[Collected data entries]
____

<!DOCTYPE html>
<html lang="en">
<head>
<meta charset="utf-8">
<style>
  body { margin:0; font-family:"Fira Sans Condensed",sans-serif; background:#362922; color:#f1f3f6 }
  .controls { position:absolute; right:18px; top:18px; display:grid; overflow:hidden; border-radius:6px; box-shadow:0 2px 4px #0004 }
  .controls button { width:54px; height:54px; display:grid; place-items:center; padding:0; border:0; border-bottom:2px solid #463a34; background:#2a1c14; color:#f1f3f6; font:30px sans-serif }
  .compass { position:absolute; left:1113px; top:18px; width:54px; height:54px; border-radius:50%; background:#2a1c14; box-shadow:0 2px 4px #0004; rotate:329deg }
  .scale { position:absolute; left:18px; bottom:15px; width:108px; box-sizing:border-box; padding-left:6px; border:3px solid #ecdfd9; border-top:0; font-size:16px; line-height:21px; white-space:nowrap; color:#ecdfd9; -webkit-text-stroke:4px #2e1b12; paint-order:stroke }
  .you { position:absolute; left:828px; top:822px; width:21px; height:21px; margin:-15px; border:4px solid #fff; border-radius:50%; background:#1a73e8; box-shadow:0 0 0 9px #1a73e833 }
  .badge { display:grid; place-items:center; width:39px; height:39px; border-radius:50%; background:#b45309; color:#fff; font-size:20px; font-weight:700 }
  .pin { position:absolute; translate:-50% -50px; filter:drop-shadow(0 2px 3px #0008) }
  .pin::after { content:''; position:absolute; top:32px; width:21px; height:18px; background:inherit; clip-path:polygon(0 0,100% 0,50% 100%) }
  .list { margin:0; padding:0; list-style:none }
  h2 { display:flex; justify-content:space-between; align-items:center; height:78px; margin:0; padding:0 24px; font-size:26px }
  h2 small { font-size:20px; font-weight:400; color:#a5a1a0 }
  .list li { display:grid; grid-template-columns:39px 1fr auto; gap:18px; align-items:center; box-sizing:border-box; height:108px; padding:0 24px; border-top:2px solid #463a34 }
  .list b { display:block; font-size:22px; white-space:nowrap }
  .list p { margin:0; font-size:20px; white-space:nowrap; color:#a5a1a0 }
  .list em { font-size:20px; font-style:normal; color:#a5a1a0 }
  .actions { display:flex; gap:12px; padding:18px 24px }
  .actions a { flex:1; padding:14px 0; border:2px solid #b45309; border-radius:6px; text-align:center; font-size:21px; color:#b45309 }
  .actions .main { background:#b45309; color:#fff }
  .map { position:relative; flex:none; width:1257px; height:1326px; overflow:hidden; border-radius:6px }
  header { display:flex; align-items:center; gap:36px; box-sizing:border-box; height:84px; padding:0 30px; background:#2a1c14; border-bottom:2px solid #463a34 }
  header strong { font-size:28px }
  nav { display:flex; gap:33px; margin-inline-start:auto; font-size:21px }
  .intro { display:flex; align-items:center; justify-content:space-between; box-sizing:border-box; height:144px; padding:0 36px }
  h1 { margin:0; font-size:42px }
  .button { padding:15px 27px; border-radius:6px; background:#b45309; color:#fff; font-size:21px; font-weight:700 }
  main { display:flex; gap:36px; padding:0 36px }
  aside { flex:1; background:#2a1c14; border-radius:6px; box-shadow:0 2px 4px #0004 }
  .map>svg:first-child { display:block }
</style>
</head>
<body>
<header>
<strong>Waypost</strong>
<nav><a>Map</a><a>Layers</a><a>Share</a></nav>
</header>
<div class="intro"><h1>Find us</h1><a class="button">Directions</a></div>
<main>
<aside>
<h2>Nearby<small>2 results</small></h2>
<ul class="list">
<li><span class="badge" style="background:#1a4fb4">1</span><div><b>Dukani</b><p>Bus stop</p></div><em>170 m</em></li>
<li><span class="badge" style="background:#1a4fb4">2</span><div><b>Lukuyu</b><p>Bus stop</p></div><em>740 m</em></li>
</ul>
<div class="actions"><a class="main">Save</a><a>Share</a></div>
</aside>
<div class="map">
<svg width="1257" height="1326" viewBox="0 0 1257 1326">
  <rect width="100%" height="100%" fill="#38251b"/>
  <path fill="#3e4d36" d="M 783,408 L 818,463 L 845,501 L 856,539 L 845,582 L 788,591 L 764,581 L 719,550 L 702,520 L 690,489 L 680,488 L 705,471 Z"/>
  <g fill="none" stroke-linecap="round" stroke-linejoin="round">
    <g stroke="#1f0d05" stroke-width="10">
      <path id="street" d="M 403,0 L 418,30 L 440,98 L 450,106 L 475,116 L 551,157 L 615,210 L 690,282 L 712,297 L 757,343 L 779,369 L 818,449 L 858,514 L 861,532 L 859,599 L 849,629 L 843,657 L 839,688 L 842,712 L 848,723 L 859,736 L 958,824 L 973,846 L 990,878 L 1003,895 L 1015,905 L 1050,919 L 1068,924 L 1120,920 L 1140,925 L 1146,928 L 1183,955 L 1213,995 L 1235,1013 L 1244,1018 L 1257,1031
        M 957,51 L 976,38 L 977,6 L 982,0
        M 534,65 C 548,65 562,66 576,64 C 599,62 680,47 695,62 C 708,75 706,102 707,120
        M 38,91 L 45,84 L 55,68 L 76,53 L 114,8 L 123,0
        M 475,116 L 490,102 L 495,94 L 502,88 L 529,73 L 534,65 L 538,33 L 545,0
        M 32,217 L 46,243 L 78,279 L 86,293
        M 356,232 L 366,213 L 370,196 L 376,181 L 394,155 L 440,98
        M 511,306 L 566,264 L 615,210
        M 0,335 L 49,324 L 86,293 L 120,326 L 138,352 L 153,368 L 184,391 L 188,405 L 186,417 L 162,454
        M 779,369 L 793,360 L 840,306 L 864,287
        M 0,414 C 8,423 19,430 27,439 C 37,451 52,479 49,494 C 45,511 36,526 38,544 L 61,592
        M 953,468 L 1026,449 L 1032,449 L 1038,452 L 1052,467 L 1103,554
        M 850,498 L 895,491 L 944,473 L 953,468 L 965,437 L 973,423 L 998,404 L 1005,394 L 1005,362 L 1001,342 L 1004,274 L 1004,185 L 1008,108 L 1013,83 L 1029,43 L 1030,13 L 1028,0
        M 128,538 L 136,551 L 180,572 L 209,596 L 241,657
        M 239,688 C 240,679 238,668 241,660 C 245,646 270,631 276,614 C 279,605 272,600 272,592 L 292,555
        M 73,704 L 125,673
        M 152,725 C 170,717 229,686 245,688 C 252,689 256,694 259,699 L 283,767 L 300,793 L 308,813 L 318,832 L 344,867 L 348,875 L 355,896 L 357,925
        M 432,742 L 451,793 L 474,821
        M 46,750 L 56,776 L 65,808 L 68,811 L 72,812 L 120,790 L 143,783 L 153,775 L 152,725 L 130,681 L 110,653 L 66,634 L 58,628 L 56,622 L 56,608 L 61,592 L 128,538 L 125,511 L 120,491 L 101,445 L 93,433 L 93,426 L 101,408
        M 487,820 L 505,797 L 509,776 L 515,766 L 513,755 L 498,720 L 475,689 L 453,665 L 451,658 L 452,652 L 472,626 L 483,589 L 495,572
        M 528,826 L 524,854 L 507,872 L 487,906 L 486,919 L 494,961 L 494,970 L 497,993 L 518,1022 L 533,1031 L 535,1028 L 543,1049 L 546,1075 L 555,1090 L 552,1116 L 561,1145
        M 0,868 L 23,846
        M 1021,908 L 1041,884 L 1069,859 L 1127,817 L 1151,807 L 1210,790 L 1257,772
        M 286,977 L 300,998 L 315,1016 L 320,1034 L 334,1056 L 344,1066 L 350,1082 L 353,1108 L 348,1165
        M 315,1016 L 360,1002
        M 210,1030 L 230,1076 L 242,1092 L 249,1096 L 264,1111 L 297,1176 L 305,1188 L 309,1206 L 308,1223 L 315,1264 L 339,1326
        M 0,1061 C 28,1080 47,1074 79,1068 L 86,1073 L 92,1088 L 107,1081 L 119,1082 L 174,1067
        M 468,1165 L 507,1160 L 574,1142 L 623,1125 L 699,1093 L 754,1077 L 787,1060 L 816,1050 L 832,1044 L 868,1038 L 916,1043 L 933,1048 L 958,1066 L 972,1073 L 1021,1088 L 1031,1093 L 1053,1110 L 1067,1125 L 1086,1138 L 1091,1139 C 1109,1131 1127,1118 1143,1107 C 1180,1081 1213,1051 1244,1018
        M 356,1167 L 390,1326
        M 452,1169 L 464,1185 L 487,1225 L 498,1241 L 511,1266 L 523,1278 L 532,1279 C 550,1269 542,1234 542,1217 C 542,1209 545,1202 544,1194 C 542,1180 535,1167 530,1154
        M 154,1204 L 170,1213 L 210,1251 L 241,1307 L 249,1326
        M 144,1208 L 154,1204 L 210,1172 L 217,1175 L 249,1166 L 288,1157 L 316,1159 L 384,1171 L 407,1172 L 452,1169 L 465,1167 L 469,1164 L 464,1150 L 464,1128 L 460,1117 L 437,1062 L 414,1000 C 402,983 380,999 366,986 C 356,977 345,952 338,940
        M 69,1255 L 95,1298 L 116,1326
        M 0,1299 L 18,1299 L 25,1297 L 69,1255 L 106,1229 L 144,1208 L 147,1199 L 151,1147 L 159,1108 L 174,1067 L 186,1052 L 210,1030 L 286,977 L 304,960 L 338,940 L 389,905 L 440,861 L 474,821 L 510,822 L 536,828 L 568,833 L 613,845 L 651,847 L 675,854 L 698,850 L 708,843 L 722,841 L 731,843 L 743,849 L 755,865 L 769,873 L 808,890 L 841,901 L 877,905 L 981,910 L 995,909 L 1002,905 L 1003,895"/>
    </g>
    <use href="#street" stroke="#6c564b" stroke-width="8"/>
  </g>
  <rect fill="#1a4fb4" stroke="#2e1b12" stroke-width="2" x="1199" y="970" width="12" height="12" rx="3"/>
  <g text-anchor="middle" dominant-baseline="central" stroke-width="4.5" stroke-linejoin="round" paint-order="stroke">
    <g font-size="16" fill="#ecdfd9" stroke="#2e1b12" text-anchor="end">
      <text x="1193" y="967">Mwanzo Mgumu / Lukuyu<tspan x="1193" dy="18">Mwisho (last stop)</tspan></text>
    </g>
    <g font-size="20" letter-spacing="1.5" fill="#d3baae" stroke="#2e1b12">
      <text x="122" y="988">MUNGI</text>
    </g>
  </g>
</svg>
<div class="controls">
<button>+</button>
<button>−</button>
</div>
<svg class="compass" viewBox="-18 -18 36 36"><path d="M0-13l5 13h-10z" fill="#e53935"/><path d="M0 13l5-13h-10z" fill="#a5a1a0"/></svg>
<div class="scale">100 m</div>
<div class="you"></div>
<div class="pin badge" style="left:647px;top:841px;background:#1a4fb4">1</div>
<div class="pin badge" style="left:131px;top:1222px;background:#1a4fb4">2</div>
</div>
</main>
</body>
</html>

____

### WORK TO COMPLETE
Repeat every line of the data word for word until you have repeated the line that contains "margin:0; font-size:20px; white-space:nowrap;", which is the last one to include.

### COMPLETED TASK
<!DOCTYPE html>
<html lang="en">
<head>
<meta charset="utf-8">
<style>
  body { margin:0; font-family:"Fira Sans Condensed",sans-serif; background:#362922; color:#f1f3f6 }
  .controls { position:absolute; right:18px; top:18px; display:grid; overflow:hidden; border-radius:6px; box-shadow:0 2px 4px #0004 }
  .controls button { width:54px; height:54px; display:grid; place-items:center; padding:0; border:0; border-bottom:2px solid #463a34; background:#2a1c14; color:#f1f3f6; font:30px sans-serif }
  .compass { position:absolute; left:1113px; top:18px; width:54px; height:54px; border-radius:50%; background:#2a1c14; box-shadow:0 2px 4px #0004; rotate:329deg }
  .scale { position:absolute; left:18px; bottom:15px; width:108px; box-sizing:border-box; padding-left:6px; border:3px solid #ecdfd9; border-top:0; font-size:16px; line-height:21px; white-space:nowrap; color:#ecdfd9; -webkit-text-stroke:4px #2e1b12; paint-order:stroke }
  .you { position:absolute; left:828px; top:822px; width:21px; height:21px; margin:-15px; border:4px solid #fff; border-radius:50%; background:#1a73e8; box-shadow:0 0 0 9px #1a73e833 }
  .badge { display:grid; place-items:center; width:39px; height:39px; border-radius:50%; background:#b45309; color:#fff; font-size:20px; font-weight:700 }
  .pin { position:absolute; translate:-50% -50px; filter:drop-shadow(0 2px 3px #0008) }
  .pin::after { content:''; position:absolute; top:32px; width:21px; height:18px; background:inherit; clip-path:polygon(0 0,100% 0,50% 100%) }
  .list { margin:0; padding:0; list-style:none }
  h2 { display:flex; justify-content:space-between; align-items:center; height:78px; margin:0; padding:0 24px; font-size:26px }
  h2 small { font-size:20px; font-weight:400; color:#a5a1a0 }
  .list li { display:grid; grid-template-columns:39px 1fr auto; gap:18px; align-items:center; box-sizing:border-box; height:108px; padding:0 24px; border-top:2px solid #463a34 }
  .list b { display:block; font-size:22px; white-space:nowrap }
  .list p { margin:0; font-size:20px; white-space:nowrap; color:#a5a1a0 }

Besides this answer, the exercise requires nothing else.